Nevertheless, as the use of hormone therapies rapidly spreads, the question of who should pay if they are made accessible to everyone remains. Bioethicist Arthur Caplan from the University of Pennsylvania (Philadelphia, PA, USA) is very clear about this: “Hormone use is a classic example of a new ‘treatment’ becoming available without sufficient control and evidence”, he said. “Without more evidence, no government programme should pay for these ‘treatments’. The fact that the rich may use them to pursue anti‐ageing means that the rich will serve as the test subjects in a very much uncontrolled experiment. There may be an irony in the fact that the most well‐off in society are going to act as guinea‐pigs, but so it would seem.” Rudi Westendorp, an expert on ageing at the University of Leiden in the Netherlands, is more cautious and would like to see a better definition of ageing to separate the wheat from the chaff in anti‐ageing therapies (Izaks & Westendorp, 2003). “When taking the view that ageing is better described as the occurrence of disease there is in my mind no reason why insurance companies or governments should not pay for these therapies, but only when proven beneficial,” he said. Westendorp also pointed out that, contrary to popular belief, only a small proportion of the increase in health‐care expenditures is explained by demographic transition.
Although the issues of social equity and financial sustainability are important factors, the very root of the problem is the credibility of many of these therapies
Although the issues of social equity and financial sustainability are important factors, the very root of the problem is the credibility of many of these therapies. “Without mandatory clinical trials this whole area will stay in the shadiest parts of medicine and there is no reason to presume that it will not take its place alongside monkey gland injections and rhinocerous horn potions as one more strategy to prevent ageing that has no basis in reality,” said Caplan. “The whole hormone treatment fad is just that—a fad.” The same thoughts are shared by Westendorp. “My more personal opinion [ߪ] is that the ‘magic’ of hormone supplementation in old age is grossly overstated,” he said.

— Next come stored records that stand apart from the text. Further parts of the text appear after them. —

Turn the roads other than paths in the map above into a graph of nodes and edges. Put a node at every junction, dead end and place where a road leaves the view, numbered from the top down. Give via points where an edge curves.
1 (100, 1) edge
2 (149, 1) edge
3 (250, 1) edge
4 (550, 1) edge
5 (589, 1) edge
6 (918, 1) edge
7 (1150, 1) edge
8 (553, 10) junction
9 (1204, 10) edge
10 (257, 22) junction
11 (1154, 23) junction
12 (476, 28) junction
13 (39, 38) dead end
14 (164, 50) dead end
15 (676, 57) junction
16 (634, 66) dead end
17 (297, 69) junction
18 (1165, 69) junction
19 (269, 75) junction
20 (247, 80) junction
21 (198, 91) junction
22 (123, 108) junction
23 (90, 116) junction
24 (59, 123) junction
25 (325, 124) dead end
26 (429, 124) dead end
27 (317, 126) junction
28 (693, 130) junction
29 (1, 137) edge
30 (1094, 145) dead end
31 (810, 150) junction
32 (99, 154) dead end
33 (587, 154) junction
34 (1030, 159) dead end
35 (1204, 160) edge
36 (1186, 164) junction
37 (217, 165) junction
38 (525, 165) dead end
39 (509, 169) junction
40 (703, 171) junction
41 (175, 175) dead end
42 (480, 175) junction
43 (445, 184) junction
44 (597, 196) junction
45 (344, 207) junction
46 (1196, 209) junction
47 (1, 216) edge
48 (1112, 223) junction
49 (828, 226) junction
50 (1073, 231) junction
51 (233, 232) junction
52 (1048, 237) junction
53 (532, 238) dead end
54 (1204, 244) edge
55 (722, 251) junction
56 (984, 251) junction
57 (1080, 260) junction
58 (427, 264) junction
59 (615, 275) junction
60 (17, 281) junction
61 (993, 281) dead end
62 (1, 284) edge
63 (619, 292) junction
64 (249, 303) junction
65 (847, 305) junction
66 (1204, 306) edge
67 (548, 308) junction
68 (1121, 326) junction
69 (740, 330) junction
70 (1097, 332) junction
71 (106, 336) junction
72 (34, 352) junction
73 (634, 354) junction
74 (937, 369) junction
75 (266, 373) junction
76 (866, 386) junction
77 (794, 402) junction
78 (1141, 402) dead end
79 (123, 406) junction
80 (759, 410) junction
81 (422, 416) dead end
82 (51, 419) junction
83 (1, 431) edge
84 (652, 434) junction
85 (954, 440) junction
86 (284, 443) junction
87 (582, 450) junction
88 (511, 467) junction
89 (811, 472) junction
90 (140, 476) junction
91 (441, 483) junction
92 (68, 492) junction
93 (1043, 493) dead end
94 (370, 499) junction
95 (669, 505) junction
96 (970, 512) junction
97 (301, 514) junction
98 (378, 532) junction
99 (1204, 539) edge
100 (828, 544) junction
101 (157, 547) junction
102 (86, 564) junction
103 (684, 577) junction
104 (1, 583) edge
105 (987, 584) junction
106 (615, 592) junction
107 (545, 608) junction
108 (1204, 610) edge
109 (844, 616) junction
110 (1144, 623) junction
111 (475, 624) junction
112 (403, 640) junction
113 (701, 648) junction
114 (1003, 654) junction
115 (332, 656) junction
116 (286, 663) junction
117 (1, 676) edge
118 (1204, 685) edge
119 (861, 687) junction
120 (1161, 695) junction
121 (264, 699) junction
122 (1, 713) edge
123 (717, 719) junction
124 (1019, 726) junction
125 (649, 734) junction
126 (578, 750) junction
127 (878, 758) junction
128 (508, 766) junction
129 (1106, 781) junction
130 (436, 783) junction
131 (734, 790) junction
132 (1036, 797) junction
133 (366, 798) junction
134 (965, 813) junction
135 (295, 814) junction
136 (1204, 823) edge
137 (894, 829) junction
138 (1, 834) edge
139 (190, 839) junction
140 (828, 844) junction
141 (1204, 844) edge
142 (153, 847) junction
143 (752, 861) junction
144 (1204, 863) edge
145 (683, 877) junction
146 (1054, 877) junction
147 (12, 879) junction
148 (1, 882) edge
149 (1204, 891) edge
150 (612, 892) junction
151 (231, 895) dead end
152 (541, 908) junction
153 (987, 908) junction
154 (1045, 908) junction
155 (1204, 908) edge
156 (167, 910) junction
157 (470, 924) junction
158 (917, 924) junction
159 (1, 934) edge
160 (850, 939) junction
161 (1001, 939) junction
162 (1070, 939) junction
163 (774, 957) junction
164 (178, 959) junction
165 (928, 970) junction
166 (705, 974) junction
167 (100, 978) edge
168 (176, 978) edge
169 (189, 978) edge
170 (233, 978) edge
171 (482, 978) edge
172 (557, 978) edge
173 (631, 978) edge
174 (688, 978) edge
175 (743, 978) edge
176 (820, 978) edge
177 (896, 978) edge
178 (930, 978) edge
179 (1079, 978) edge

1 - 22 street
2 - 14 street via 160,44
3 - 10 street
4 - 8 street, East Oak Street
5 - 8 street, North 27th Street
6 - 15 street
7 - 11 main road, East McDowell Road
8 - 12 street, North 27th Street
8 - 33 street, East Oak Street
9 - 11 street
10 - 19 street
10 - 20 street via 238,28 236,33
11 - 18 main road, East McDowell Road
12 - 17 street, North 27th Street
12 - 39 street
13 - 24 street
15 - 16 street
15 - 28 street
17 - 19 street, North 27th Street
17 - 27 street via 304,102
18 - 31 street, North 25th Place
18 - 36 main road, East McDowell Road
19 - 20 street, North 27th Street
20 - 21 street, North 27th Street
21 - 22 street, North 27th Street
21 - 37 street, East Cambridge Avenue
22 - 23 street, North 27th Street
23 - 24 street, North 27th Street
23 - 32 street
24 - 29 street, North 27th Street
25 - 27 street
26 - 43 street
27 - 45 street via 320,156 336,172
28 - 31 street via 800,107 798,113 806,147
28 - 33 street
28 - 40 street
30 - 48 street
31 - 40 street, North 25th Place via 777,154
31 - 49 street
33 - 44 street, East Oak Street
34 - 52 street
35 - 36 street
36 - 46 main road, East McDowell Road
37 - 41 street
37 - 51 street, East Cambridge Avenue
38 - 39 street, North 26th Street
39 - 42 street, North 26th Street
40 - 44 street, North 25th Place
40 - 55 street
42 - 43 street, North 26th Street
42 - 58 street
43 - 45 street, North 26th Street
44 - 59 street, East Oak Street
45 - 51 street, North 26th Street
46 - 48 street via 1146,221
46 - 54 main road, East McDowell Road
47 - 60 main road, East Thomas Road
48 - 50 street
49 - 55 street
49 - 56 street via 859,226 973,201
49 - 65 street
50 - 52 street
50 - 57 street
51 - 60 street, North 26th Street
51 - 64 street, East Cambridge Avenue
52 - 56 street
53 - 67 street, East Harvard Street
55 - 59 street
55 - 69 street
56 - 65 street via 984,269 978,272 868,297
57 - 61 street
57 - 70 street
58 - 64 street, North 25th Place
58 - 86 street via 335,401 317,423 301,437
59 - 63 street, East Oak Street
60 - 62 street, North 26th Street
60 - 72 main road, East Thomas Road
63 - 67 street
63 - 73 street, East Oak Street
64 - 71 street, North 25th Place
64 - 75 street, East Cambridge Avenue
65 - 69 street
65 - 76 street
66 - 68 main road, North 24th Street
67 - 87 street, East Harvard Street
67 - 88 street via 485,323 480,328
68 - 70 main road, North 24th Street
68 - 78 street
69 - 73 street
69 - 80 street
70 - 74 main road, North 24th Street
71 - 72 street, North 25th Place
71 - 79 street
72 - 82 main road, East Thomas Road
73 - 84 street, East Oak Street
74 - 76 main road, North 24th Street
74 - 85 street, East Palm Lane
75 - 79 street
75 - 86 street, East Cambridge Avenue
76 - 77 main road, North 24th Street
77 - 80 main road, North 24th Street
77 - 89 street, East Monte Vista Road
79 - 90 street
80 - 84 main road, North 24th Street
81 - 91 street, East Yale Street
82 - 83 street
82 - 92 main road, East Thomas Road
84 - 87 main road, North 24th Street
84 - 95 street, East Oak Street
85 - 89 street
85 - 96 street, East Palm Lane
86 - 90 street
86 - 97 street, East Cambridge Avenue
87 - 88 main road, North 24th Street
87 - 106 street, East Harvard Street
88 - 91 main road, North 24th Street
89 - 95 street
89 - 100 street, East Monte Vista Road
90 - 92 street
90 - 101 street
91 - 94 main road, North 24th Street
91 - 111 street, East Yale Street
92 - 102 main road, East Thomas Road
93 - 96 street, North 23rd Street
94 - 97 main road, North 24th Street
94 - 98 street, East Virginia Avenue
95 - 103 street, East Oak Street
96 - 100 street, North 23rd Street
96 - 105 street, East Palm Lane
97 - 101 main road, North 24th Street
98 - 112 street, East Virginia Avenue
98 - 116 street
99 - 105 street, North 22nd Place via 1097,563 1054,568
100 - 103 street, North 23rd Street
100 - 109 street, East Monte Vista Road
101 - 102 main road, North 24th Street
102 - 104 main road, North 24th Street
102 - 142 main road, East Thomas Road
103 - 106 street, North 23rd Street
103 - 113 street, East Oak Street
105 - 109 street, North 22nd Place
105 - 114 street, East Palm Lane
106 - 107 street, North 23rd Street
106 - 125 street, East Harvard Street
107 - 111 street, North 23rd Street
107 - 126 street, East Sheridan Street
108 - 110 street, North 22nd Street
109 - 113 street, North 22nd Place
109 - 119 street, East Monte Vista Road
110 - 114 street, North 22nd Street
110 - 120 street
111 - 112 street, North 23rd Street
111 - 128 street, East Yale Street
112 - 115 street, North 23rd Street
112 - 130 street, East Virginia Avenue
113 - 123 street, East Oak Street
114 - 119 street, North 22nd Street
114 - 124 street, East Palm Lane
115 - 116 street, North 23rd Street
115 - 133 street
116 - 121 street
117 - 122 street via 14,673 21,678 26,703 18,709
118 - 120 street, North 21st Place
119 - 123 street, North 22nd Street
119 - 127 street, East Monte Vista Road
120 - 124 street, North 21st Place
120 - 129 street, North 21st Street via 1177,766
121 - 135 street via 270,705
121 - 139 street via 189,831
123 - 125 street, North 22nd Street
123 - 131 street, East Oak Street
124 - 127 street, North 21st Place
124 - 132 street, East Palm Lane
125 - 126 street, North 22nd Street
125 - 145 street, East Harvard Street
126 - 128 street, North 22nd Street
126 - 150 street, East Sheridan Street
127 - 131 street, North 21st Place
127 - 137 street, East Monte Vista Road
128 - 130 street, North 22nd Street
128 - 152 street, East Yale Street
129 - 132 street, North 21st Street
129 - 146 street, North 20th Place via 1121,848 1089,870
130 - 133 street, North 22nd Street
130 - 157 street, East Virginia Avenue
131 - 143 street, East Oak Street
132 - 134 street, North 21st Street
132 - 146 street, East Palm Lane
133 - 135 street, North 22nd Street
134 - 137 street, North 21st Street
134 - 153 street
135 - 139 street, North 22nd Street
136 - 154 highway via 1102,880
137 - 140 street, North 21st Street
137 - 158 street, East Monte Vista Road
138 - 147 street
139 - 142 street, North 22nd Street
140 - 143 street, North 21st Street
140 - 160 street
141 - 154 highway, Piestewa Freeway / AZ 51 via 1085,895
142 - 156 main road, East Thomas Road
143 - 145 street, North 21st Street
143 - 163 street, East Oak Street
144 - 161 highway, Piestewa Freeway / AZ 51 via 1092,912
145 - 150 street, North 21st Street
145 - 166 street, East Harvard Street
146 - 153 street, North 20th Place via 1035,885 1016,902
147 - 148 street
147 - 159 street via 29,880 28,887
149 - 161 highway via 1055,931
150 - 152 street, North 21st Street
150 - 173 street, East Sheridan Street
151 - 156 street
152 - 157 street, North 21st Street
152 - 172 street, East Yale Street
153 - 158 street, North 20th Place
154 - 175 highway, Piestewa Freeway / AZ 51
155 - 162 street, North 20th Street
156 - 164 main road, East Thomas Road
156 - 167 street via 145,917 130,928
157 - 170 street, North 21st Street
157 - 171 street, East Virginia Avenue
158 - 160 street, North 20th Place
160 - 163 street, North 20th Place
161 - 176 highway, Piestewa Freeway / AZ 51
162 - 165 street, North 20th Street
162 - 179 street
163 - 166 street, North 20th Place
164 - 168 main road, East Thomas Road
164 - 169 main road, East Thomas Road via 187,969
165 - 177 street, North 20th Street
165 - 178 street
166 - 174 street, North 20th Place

Whether hormone therapies will eventually become a part of the anti‐ageing medical arsenal is not possible to say at this stage. The plethora of ongoing studies will surely provide new treatments to shield our weakening bodies; an armoury aided by a deeper knowledge of the biology and mechanisms of hormones (Turgeon et al, 2004). Predictably, with the tremendous amount of money at stake, some will try to sell negative results as not so negative, or will strive to prove the opposite. It therefore requires increasing effort to promote public understanding of these treatments, as well as the implications of anti‐ageing research and the possible consequences, which will lead to truly informed choice by patients (Juengst et al, 2003). What is certain, however, is that the call of hormones will remain a tantalizing siren for many years to come.